La princesa de Gales, Kate Middleton, acaparó todas las miradas con una elección de vestuario que rindió un emotivo tributo a su difunta suegra. Portó con elegancia la legendaria tiara Lover’s Knot, una de las joyas más queridas por la princesa Diana, que destaca por sus 19 arcos de diamantes y 39 perlas colgantes. Para complementar esta histórica pieza, Kate eligió un sofisticado vestido de encaje color champán con cuello alto, diseñado por Philippa Lepley.
Por su parte, la reina Camila optó por un atuendo clásico pero impactante: un vestido azul marino con mangas acampanadas y detalles de pedrería. Su elección de la tiara de zafiros, regalo del rey Jorge VI a Isabel II por su boda, añadió un toque de historia familiar al conjunto. El príncipe Guillermo, mientras tanto, lució impecable en su uniforme militar de gala.
La primera dama estadounidense, Melania Trump, destacó con un llamativo vestido amarillo de manga larga con hombros descubiertos, combinado ingeniosamente con un cinturón rosa pastel. Sus pendientes de esmeraldas completaron un look que respetaba el protocolo mientras mantenía su característico estilo.
El salón de San Jorge se transformó en un espectacular comedor para 160 invitados, presidido por una imponente mesa de 50 metros adornada con una explosión floral en tonos rosa, morado y amarillo. Entre los asistentes se encontraban prominentes figuras del mundo tecnológico como Sam Altman y Jensen Huang de OpenAI, y Tim Cook de Apple, junto al primer ministro Keir Starmer.
La agenda posterior a la cena incluye una intensa jornada diplomática. Trump visitará los Chequers, residencia campestre del primer ministro, donde participará en una ceremonia con gaitas y sostendrá reuniones con líderes empresariales de compañías como GSK, Microsoft y Rolls-Royce.

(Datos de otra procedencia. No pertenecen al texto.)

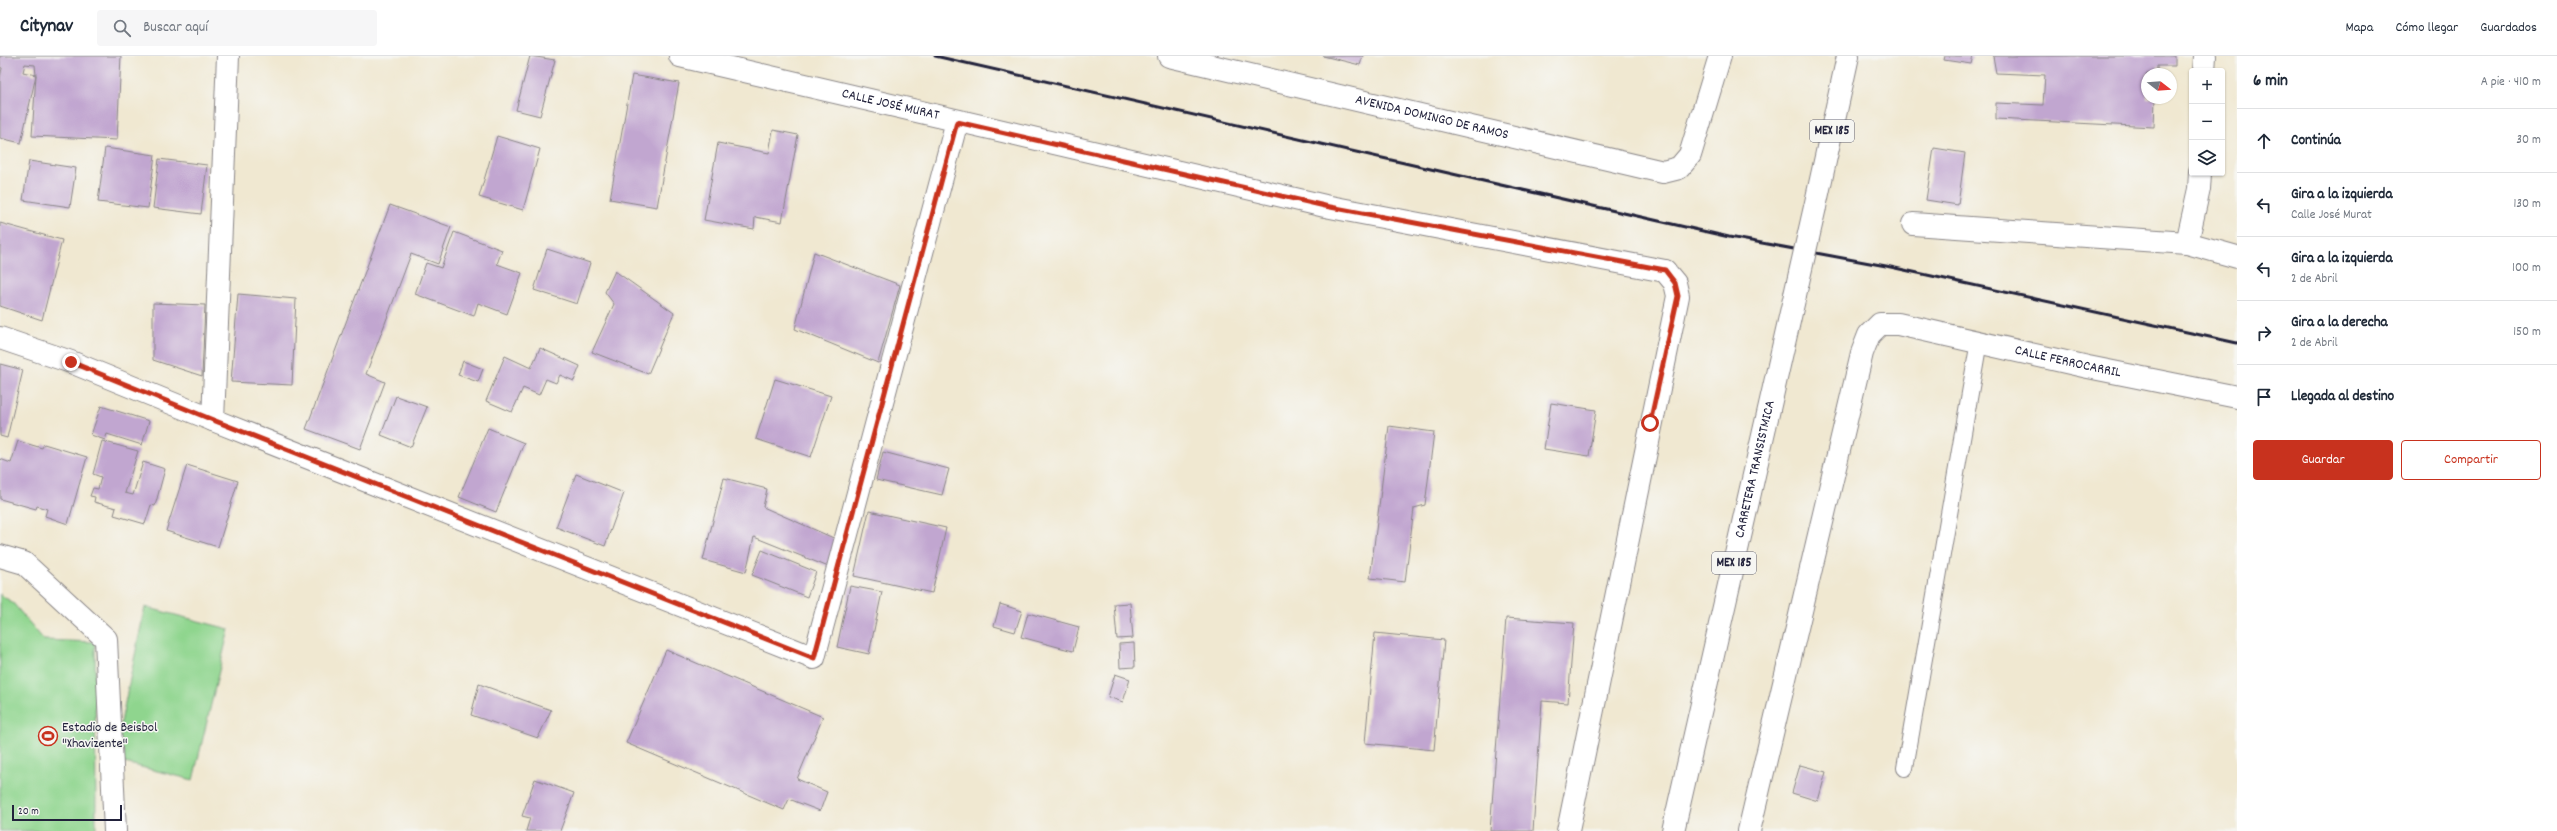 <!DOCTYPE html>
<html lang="es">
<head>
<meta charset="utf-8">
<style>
  body { margin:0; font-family:Dekko,sans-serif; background:#f6f6f7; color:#1f2937 }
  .controls { position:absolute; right:12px; top:12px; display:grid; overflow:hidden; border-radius:4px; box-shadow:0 1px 3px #0004 }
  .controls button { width:36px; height:36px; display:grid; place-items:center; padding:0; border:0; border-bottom:1px solid #e0e1e3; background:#fff; color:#1f2937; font:20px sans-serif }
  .compass { position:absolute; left:2141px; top:12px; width:36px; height:36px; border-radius:50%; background:#fff; box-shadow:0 1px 3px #0004; rotate:107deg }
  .scale { position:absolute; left:12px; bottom:10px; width:110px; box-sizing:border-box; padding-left:4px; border:2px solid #22223b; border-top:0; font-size:11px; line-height:14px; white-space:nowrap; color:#22223b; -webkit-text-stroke:3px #f6f6f2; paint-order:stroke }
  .stop { position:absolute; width:12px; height:12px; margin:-9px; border:3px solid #c8321e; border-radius:50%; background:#fff }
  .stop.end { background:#c8321e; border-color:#fff; box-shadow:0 1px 4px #0008 }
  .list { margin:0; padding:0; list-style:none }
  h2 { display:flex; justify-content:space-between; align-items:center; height:52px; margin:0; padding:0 16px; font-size:17px }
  h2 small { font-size:13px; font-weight:400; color:#747a83 }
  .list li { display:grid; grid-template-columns:26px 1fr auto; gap:12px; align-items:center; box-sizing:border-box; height:64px; padding:0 16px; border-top:1px solid #e0e1e3 }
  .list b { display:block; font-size:15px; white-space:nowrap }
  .list p { margin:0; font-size:13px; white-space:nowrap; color:#747a83 }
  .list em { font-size:13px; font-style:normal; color:#747a83 }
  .actions { display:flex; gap:8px; padding:12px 16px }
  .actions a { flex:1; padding:9px 0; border:1px solid #c8321e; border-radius:4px; text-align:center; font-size:14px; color:#c8321e }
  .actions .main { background:#c8321e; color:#fff }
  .icon { flex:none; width:22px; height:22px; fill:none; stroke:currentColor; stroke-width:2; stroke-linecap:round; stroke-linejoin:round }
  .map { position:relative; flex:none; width:2237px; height:775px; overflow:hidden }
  header { display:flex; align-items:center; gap:24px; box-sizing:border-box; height:56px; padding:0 20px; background:#fff; border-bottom:1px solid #e0e1e3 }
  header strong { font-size:19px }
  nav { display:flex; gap:22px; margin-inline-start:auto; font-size:14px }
  .search { width:280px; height:36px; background:#f6f6f7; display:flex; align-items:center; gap:10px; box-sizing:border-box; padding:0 14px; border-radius:4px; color:#747a83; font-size:15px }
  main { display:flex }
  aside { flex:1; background:#fff }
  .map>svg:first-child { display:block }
  .green { fill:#8fd58e; stroke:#587c64 }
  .building { fill:#c1a6d0 }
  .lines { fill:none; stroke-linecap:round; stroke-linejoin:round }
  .lane-casing { stroke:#898586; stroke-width:18 }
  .street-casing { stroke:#898586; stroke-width:24 }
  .secondary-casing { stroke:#898586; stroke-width:24 }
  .primary-casing { stroke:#898586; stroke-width:24 }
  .lane { stroke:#fff; stroke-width:16 }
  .street { stroke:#fff; stroke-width:22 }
  .secondary { stroke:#fff; stroke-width:22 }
  .primary { stroke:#fff; stroke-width:22 }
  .rail { stroke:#22223b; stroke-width:3 }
  .primary-bridge-casing { stroke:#898586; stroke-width:24; stroke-linecap:butt }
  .primary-bridge { stroke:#fff; stroke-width:22 }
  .route { stroke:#c8321e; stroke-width:5 }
  .labels { text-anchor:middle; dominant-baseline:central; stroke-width:3; stroke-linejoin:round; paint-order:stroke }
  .shield { fill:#f6f6f2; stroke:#626272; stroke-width:1 }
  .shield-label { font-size:13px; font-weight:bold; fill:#22223b }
  .street-label { font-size:14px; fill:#22223b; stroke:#f6f6f2 }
  .poi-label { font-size:14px; fill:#22223b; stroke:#f6f6f2; text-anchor:start }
</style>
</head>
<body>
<header>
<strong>Citynav</strong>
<div class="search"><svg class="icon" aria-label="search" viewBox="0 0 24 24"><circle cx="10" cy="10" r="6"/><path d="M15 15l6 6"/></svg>Buscar aquí</div>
<nav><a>Mapa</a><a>Cómo llegar</a><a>Guardados</a></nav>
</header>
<main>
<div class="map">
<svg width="2237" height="775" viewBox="0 0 2237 775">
  <rect width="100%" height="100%" fill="#f6f6f2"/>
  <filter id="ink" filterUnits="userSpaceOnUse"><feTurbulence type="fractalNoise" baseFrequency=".025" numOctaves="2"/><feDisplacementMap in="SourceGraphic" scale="8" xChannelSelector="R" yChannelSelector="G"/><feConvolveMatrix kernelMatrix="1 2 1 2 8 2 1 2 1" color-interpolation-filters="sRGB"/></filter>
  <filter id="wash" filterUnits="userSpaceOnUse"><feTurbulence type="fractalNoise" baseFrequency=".012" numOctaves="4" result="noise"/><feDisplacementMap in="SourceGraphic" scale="16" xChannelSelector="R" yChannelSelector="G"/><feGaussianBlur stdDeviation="0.9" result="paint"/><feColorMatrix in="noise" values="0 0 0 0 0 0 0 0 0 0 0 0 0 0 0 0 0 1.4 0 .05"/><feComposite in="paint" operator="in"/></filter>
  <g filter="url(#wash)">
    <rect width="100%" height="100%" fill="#f0e8d1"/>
    <path class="green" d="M0 538 13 547 44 584 95 586 96 775H0Z
      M145 551 229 573 193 724 113 704Z"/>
    <g id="blocks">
      <path class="building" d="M0 0H121L117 84 32 80 36 19 35 9 25 8 23 16 36 19 21 87 0 82V22L2 12 0 11Z
        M530 0 555 4 540 60 516 54Z
        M1323 0H1363L1360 9Z
        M1945 0H1973L1971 8 1944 4Z
        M1993 0H2175V10H2157V18H2147V42H2155L2154 71 1996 63V47L2043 49 2045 19 1996 17Z
        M632 19 679 27 657 151 610 143Z
        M773 74 798 79 782 166 755 161 754 173 704 164 718 87 769 97Z
        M497 80 540 93 523 154 479 141Z
        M105 92 155 99 148 152 98 146Z
        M1934 92 1965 97 1958 149 1926 144Z
        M159 103 207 109 201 158 153 152Z
        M29 105 76 112 70 151 23 144Z
        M390 149 451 171 438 208 411 198 366 318 385 326 360 393 306 373Z
        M0 167 62 184 42 264 0 250Z
        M454 176 502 194 497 208 522 217 507 258 478 247 474 260 415 238 426 207 441 212Z
        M547 193 590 207 577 248 534 234Z
        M814 196 900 229 878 307 795 273Z
        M615 215 674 257 648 318 592 296 614 248 605 236Z
        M238 238 296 243 292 329 231 326Z
        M153 247 205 249 202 320 153 304Z
        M540 292 580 310 574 325 560 319 556 327 546 323 539 339 523 332 512 356 486 345 505 300 531 312Z
        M463 305 483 313 478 326 458 319Z
        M0 308 23 314 7 382 0 380Z
        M775 323 831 340 811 401 756 383Z
        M396 340 427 351 411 391 381 379Z
        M1551 347 1596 354 1589 400 1544 393Z
        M101 350 149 365 142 389 107 378 105 384 91 379Z
        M1389 370 1434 376 1425 449 1414 452 1405 526 1370 522Z
        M488 372 524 387 496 456 459 441Z
        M18 385 42 392 44 388 87 401 68 468 45 460 47 453 37 450 36 453 0 443V403L11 407Z
        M102 385 138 395 125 437 133 439 143 406 165 413 155 450 151 449 145 468 114 459 116 452 94 446 95 441 90 440 93 432 98 433 101 421 93 418Z
        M883 396 949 413 942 439 876 424Z
        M187 409 238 425 218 491 166 475Z
        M576 418 624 437 605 490 556 471Z
        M724 422 767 433 763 451 838 484 831 512 754 481 746 516 703 504Z
        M869 455 946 472 932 537 854 520Z
        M762 494 816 516 807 541 752 519Z
        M850 530 882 536 869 598 837 591Z
        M1130 547 1133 582 1117 583 1114 548Z
        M1000 548 1022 555 1015 576 994 570Z
        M1028 557 1079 571 1073 595 1021 581Z
        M1506 562 1574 567 1568 647 1542 645 1533 775H1490Z
        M1375 577 1444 584 1434 694 1365 687Z
        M1134 587 1135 611 1120 612 1119 588Z
        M666 594 823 661 797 723 827 736 820 755 789 743 784 754 626 687Z
        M1115 618 1130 623 1123 646 1108 641Z
        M479 628 551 654 538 682 471 659Z
        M1800 709 1826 716 1818 745 1792 737Z
        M535 723 574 737 560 775H526L530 762 522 760Z"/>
    </g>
  </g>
  <g filter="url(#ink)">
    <use href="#blocks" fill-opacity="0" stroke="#898586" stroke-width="1"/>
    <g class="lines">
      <defs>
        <path id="lane" d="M1905 712 1979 285"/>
        <g id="street">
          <path d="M2204 15 2205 0"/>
          <path d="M1913 168 2187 187 2237 201"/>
          <path d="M2187 187 2199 133 2200 117"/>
          <path d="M0 282 71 306 213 364 814 602 957 65"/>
          <path d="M213 364 228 0"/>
          <path d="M0 500 24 507 106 583 115 775"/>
          <path d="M1568 775 1678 240 1675 227 1665 215"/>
          <path id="s1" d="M1749 775 1862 297 1869 279 1880 268H1898L2088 311 2237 341"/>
        </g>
        <g id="secondary">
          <path id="s2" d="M680 0 1325 150 1665 215"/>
          <path id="s3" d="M1169 0 1663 116 1679 112 1690 99 1720 0"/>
        </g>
        <g id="primary">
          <path d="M1815 151 1848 0"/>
          <path id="s4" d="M1673 775 1795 239"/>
        </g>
      </defs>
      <use href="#lane" class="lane-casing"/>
      <use href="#street" class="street-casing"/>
      <use href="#secondary" class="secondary-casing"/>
      <use href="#primary" class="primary-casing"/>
      <use href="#lane" class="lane"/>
      <use href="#street" class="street"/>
      <use href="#secondary" class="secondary"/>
      <use href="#primary" class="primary"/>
      <path class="rail" d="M935 0 1729 181 1886 210 2237 287"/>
      <defs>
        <path id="primary-bridge" d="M1795 239 1815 151"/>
      </defs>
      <use href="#primary-bridge" class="primary-bridge-casing"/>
      <use href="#primary-bridge" class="primary-bridge"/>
    </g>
  </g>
  <g class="lines" filter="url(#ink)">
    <path class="route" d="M71 306 213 364 814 602 957 66 1325 150 1665 214 1675 227 1678 240 1650 367"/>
  </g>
  <defs>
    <symbol id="stadium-ring" viewBox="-11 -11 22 22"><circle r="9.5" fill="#f6f6f2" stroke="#c8321e" stroke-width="1.5"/><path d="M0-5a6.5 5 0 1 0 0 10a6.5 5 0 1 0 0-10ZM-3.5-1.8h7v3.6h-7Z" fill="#c8321e"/></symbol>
  </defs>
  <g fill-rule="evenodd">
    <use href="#stadium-ring" x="37" y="669" width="22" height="22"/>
  </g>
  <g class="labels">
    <g class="shield">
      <rect x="1810" y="64" width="44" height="22" rx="3"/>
      <rect x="1712" y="496" width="44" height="22" rx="3"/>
    </g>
    <g class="shield-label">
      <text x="1832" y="75">MEX 185</text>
      <text x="1734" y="507">MEX 185</text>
    </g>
    <g class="street-label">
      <text stroke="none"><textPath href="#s2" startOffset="216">CALLE JOSÉ MURAT</textPath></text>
      <text stroke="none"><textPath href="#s3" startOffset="270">AVENIDA DOMINGO DE RAMOS</textPath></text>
      <text stroke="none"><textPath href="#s1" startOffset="718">CALLE FERROCARRIL</textPath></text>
      <text stroke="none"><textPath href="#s4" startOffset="371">CARRETERA TRANSISTMICA</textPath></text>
    </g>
    <g class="poi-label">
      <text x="62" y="672">Estadio de Beisbol<tspan x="62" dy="16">"Xhavizente"</tspan></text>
    </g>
  </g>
</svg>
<div class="controls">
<button>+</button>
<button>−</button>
<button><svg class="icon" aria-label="layers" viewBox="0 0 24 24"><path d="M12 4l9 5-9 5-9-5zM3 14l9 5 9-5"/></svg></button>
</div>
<svg class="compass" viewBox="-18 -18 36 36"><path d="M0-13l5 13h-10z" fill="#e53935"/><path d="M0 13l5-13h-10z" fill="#747a83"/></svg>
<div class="scale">20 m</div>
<div class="stop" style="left:1650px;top:367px"></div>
<div class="stop end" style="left:71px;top:306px"></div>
</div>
<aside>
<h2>6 min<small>A pie · 410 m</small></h2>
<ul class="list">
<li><svg class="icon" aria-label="ahead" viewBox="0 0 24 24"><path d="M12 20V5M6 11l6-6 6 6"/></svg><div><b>Continúa</b></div><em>30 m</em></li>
<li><svg class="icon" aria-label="left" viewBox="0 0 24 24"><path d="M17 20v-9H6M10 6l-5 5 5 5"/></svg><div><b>Gira a la izquierda</b><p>Calle José Murat</p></div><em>130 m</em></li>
<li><svg class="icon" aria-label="left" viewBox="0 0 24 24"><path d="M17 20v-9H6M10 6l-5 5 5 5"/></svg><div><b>Gira a la izquierda</b><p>2 de Abril</p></div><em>100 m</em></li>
<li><svg class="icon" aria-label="right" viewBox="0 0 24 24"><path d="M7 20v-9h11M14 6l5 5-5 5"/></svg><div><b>Gira a la derecha</b><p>2 de Abril</p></div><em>150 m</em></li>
<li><svg class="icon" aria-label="arrive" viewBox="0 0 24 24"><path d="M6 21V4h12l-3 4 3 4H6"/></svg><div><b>Llegada al destino</b></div></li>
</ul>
<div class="actions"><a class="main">Guardar</a><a>Compartir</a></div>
</aside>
</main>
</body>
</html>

Mientras tanto, Melania Trump y Kate Middleton desarrollarán una agenda conjunta en Frogmore Gardens. Allí compartirán actividades educativas con niños del programa Ardillas Scouts, bajo la guía del jefe scout Dwayne Fields. Esta colaboración cobra especial relevancia ante la ausencia de la reina Camila, quien se encuentra recuperándose de una sinusitis aguda.
Esta breve pero significativa visita de Estado, que se extenderá por apenas dos días, representa un importante paso en las relaciones diplomáticas entre Reino Unido y Estados Unidos, siendo la primera parada europea en la agenda internacional de Trump.